Abelhas douradas, verdes e azuis, falavam mal das vespas de cintura fina — achando que era exagero usarem coletes tão apertados. Sardinhas aos centos criticavam os cuidados excessivos que as borboletas de toucados de gaze tinham com o pó das suas asas. Mamangavas de ferrões amarrados para não morderem. E canários cantando, e beija-flores beijando flores, e camarões camaronando, e caranguejos caranguejando, tudo que é pequenino e não morde, pequeninando e não mordendo.

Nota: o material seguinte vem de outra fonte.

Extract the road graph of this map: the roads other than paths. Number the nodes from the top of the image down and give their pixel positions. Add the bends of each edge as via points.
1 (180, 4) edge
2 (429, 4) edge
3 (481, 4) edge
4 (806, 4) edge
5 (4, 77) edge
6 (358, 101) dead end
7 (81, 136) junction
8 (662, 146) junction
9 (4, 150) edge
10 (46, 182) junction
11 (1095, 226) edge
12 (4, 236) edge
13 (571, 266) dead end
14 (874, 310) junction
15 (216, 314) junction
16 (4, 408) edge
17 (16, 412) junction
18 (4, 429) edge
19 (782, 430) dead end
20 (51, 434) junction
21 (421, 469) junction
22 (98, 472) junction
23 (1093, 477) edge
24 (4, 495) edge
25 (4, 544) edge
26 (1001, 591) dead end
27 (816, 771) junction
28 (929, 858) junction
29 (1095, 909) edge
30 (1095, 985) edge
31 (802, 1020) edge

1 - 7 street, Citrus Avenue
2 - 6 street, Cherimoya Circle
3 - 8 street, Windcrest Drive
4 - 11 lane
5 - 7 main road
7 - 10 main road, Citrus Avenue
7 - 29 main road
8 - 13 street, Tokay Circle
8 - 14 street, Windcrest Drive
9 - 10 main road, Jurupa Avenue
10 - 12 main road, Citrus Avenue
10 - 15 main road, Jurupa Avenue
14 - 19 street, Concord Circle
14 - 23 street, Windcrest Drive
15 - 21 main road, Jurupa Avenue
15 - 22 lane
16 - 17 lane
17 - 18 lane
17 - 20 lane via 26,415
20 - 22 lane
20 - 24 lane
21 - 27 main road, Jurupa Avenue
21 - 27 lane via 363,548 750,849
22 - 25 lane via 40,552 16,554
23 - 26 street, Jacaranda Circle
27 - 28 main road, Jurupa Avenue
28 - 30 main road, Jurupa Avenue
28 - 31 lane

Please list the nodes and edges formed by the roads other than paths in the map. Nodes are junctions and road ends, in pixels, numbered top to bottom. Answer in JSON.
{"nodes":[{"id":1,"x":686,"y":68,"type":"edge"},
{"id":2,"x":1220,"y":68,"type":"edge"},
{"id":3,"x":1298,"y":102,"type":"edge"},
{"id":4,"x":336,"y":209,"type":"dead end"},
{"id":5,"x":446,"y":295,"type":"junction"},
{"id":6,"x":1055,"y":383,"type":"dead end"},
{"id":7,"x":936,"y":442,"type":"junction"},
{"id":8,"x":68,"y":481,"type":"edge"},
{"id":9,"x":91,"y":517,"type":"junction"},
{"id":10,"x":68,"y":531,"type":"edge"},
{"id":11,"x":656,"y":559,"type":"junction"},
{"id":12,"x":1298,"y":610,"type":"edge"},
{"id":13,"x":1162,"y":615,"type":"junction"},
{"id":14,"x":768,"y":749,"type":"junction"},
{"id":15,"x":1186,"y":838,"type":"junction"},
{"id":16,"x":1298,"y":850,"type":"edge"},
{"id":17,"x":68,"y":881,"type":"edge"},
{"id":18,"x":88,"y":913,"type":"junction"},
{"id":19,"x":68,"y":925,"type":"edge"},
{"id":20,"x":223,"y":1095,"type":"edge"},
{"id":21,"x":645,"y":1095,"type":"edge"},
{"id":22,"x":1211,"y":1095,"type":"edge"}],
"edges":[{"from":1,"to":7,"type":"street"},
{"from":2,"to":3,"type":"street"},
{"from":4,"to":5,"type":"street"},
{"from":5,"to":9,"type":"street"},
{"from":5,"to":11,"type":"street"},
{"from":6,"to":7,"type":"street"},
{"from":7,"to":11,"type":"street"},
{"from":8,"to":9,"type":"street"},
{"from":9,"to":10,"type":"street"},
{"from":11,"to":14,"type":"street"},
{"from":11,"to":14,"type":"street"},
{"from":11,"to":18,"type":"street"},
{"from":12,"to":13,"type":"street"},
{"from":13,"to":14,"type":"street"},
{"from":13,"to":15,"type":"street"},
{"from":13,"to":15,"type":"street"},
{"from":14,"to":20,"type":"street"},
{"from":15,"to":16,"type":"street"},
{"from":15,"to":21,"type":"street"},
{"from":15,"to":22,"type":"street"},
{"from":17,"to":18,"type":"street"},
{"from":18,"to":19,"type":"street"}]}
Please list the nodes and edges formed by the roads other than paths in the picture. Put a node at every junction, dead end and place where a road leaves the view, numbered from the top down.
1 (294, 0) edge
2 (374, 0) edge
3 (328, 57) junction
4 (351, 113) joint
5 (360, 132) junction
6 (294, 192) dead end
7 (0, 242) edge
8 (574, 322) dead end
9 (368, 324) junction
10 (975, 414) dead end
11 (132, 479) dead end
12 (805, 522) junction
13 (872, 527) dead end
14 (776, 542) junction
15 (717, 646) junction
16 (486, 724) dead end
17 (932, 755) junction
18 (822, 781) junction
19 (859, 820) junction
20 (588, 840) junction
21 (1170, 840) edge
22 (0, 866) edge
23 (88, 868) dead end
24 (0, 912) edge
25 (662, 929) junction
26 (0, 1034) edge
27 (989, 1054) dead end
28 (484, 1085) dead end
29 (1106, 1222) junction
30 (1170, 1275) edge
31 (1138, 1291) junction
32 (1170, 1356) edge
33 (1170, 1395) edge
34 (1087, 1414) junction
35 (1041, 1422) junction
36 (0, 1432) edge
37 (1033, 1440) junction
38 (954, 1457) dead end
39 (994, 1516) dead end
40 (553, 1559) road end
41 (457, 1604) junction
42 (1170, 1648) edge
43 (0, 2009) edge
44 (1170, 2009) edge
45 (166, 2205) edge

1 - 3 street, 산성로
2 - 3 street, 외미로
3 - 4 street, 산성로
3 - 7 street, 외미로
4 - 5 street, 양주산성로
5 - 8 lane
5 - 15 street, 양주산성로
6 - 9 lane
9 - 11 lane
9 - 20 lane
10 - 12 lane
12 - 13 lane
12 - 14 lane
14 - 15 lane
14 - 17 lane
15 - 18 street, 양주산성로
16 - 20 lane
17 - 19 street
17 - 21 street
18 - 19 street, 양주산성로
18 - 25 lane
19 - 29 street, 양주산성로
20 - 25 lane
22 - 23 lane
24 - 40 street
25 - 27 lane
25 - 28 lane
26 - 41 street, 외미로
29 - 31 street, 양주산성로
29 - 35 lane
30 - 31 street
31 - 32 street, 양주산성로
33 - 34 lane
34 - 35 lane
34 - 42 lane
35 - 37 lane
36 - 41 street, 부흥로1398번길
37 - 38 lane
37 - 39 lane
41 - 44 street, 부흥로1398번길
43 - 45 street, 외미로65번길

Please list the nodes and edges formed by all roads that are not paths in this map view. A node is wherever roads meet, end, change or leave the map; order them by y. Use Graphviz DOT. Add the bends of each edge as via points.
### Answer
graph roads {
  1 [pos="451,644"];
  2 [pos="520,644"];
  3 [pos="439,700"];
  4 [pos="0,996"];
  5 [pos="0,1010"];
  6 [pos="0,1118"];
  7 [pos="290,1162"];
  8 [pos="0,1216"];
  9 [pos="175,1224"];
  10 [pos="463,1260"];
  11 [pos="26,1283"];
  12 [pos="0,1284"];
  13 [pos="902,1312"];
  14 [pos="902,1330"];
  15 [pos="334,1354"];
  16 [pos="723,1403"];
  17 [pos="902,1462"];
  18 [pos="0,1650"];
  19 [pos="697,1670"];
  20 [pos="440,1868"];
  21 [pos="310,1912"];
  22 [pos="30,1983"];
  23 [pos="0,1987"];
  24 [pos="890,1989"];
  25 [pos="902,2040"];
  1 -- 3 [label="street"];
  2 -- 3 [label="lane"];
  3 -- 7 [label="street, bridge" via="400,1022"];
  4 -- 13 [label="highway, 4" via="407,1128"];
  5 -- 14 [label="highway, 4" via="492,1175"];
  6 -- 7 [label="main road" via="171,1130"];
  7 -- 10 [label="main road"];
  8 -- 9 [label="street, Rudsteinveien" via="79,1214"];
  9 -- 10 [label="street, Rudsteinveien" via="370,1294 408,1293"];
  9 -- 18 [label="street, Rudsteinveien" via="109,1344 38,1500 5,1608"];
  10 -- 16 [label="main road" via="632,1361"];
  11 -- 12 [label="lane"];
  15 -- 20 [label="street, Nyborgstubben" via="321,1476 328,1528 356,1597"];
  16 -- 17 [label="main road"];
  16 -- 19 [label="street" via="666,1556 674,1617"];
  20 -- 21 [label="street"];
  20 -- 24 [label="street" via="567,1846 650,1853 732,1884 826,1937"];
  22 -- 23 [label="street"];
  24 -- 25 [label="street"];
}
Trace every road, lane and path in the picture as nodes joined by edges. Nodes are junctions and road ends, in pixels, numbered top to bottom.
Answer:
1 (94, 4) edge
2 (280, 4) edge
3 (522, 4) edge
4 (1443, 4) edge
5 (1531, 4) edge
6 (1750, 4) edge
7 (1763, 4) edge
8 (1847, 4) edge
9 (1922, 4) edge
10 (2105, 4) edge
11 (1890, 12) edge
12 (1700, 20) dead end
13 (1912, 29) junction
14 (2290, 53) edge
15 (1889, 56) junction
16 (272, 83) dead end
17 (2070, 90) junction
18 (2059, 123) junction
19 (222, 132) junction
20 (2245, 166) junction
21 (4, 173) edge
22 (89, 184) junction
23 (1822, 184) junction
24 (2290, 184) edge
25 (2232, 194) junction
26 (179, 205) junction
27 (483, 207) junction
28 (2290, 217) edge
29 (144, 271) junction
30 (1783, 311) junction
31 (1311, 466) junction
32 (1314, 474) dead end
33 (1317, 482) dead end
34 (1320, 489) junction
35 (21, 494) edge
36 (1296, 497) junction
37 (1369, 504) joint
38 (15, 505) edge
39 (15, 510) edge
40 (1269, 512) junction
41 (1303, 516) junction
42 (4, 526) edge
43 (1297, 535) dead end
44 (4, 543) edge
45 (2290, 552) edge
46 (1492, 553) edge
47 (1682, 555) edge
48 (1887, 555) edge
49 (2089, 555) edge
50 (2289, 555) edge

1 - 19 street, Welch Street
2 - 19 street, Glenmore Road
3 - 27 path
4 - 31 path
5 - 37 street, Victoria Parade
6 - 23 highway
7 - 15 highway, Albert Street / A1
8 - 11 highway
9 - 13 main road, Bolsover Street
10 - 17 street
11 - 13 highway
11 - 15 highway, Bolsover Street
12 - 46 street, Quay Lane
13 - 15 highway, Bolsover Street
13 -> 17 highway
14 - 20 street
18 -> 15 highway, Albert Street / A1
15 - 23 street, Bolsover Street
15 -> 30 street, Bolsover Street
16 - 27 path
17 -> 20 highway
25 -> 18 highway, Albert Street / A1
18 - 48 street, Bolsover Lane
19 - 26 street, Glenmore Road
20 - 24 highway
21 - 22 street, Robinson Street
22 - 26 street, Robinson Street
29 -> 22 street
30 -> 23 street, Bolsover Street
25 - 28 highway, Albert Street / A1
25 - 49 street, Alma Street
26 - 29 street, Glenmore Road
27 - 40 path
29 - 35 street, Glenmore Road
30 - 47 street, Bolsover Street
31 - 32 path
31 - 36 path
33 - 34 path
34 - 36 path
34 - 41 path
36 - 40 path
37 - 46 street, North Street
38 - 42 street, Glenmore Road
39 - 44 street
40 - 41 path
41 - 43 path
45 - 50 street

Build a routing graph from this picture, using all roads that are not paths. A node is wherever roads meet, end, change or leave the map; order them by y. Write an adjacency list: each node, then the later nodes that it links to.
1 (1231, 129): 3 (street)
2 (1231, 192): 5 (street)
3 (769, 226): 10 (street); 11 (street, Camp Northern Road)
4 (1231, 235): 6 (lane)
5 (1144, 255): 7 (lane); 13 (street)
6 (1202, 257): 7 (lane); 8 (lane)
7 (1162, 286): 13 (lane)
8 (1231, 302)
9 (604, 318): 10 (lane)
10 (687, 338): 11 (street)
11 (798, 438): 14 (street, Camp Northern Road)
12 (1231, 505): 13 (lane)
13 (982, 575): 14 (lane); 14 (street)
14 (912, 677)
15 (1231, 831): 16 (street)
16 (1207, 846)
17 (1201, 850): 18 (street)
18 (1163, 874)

Narizinho e o príncipe dançaram a primeira contradança sob os olhares de admiração da assistência. Pelas regras da corte, quando o príncipe dançava todos tinham de manter-se de boca aberta e olhos bem arregalados. Depois começou a grande quadrilha.
Foi a parte de que Narizinho gostou mais. Quantas cenas engraçadas! Quantas tragédias! Um velho caranguejo que tirara uma gorda taturana para valsar, apertou-a tanto nos braços que a furou com o ferrão. A pobre dama deu um berro ao ver espirrar aquele líquido verde que as taturanas têm dentro de si. Ao mesmo tempo que isso se dava, outro desastre acontecia com um besouro do Instituto Histórico, que tropeçou numa pérola, caiu e desconjuntou-se todo.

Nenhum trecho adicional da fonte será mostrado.